Manuel Losada Rodríguez Portrait

Manuel Losada Rodríguez

RingApp

A multi-platform notification layer designed for immediate communication among close contacts—built through validated learning, fast iteration and real-world feedback.

In collaboration with my business partner, Carlos Carrascosa, we set out to create a fully functional product to improve communication quality among users. We followed a Lean Startup approach—testing hypotheses quickly, iterating with small releases, and learning from feedback. The goal was not immediate monetization, but building a product capable of mass adoption.

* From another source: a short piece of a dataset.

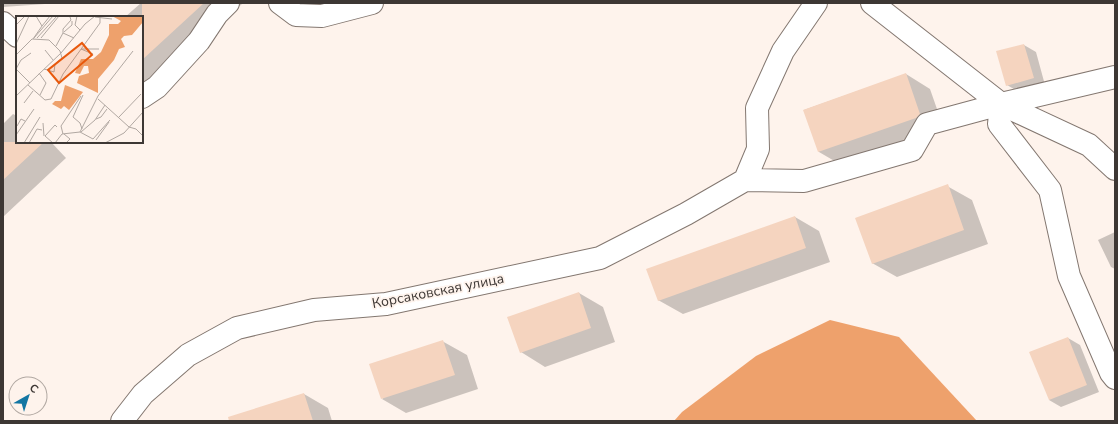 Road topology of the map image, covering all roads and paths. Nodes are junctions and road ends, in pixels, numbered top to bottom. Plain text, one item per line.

know-EN priviledges-EN urgent-EN

What we were trying to solve

The core idea was simple: make sure important alerts from trusted people are never missed. With information overload and silent/vibrate modes, critical messages can be overlooked—especially for close relations like parents, children, or elderly family members. RingApp was designed as a bridge: an immediate notifier that triggers attention, while leaving the follow-up communication to the user’s preferred channel (call, WhatsApp, etc.).

“We wanted something that could cut through the noise—simple, immediate, and reserved for the people who really matter.”

Once installed, the app created what we called the “RingApp context”: users could see which contacts also had the app, request authorization, and build a small secure circle. Inside that circle, contacts could send different levels of notifications—quick, standard, or urgent—depending on the situation.

Technical notes and learnings

The product included an Android app, an iOS app, and a central server built with ASP.NET. At the time, Android and iOS allowed more permissive access to device states than today, which enabled features such as contextual awareness (e.g., silent/vibrate status). Privacy requirements have evolved significantly since then, and a modern version would require a careful redesign to balance functionality with stronger user protection.

I personally coded every layer of the system, which pushed me into true multi-platform development: Java (Android), Objective-C (iOS), and C# for ASP.NET on a Windows server. Beyond code, the project taught me a lot about security, data protection, permissions design, and the real complexity of building trustworthy communication tools.

After two years, we ended the project. Even with a fully functional product and a company established in Spain, we couldn’t break through the investment environment needed to scale. The experience was humbling, but it left us with a strong foundation of practical knowledge we carry into every project after it.